In short, web surfers would no longer leave a trail of the data they’ve generated with powerhouses like Facebook and Google unless they want to grant companies access to it.

At a TedxNewYork talk last year, Blockstack cofounder and CTO Muneeb Ali crystalized the point of the company, saying this “new internet takes away power from these large companies and takes it to where it always belonged, with the people.”

We reached out to the company earlier today and will update this post with more information if and when we can. In the meantime, here’s how it works, from its site:

Building on Blockstack starts with single-page applications built in Javascript that are downloaded onto user devices. Developers plug into blockstack.js, which provides APIs for authenticating the user, grabbing application data from the user, and storing new application data with the user (encrypted and backed up to cloud storage). The blockchain is [then] utilized to maintain a cross-application identity system, securely mapping user IDs to usernames, public keys, and data storage URIs.

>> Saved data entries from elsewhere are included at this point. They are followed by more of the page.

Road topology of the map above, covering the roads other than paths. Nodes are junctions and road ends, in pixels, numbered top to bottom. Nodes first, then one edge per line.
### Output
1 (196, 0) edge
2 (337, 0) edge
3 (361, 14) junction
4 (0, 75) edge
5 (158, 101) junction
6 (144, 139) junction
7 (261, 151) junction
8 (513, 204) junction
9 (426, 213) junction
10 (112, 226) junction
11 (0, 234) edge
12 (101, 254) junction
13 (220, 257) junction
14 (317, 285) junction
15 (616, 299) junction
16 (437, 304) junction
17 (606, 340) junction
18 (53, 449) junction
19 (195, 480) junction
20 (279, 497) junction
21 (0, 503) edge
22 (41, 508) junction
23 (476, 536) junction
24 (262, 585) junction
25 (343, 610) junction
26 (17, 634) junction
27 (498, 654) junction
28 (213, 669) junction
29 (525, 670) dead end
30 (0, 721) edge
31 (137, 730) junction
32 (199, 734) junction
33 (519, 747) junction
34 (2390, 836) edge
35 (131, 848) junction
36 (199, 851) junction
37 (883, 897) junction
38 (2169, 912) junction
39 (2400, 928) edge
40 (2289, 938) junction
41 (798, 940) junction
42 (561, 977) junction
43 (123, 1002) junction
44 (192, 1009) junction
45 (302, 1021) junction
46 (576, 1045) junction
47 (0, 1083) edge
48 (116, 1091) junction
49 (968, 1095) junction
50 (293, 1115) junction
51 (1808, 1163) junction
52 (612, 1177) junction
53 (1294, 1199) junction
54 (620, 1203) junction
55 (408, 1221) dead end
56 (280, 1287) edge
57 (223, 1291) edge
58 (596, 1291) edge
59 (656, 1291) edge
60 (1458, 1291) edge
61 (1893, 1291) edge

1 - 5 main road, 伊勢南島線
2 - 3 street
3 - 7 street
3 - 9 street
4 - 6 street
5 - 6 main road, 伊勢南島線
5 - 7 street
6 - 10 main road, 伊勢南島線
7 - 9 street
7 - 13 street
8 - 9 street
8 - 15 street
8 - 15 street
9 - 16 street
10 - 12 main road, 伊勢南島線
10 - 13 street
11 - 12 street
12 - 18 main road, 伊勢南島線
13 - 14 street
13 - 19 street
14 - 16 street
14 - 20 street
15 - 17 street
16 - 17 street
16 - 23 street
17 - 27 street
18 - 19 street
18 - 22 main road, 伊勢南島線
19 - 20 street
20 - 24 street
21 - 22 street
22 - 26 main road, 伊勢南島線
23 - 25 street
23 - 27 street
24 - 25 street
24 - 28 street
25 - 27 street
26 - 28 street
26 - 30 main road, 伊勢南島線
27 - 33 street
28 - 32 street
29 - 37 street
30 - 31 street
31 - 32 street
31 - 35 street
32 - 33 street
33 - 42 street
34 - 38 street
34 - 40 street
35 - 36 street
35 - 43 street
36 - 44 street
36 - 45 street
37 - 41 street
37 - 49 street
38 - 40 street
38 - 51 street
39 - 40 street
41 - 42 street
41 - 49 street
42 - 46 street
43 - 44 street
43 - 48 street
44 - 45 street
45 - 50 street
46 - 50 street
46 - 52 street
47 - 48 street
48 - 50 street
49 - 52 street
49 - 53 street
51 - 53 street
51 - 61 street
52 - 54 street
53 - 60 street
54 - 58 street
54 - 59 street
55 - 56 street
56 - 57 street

Blockstack passed through YC in the summer of 2014 as a startup looking to streamline bitcoin transactions. As TC reported at the time, the company aimed to offer a single page that allowed users to send and receive money from other bitcoin users by offering a verified name page where users could click a single button and type a name into a wallet application. The company has since expanded into a full platform for decentralized applications, providing services beyond just identity, including DNS/naming, storage and authentication.

Blockstack previously raised $120,000 from YC, followed by a $1.33 million seed round from SV Angel, investor Shana Fisher, Union Square Ventures, and Ravikant, among others.

Correction: The original version of this story reported that Blockstack had raised $5.3 million in funding based on this SEC filing; the company has raised $5.3 million altogether, but has raised just $4 million in fresh capital.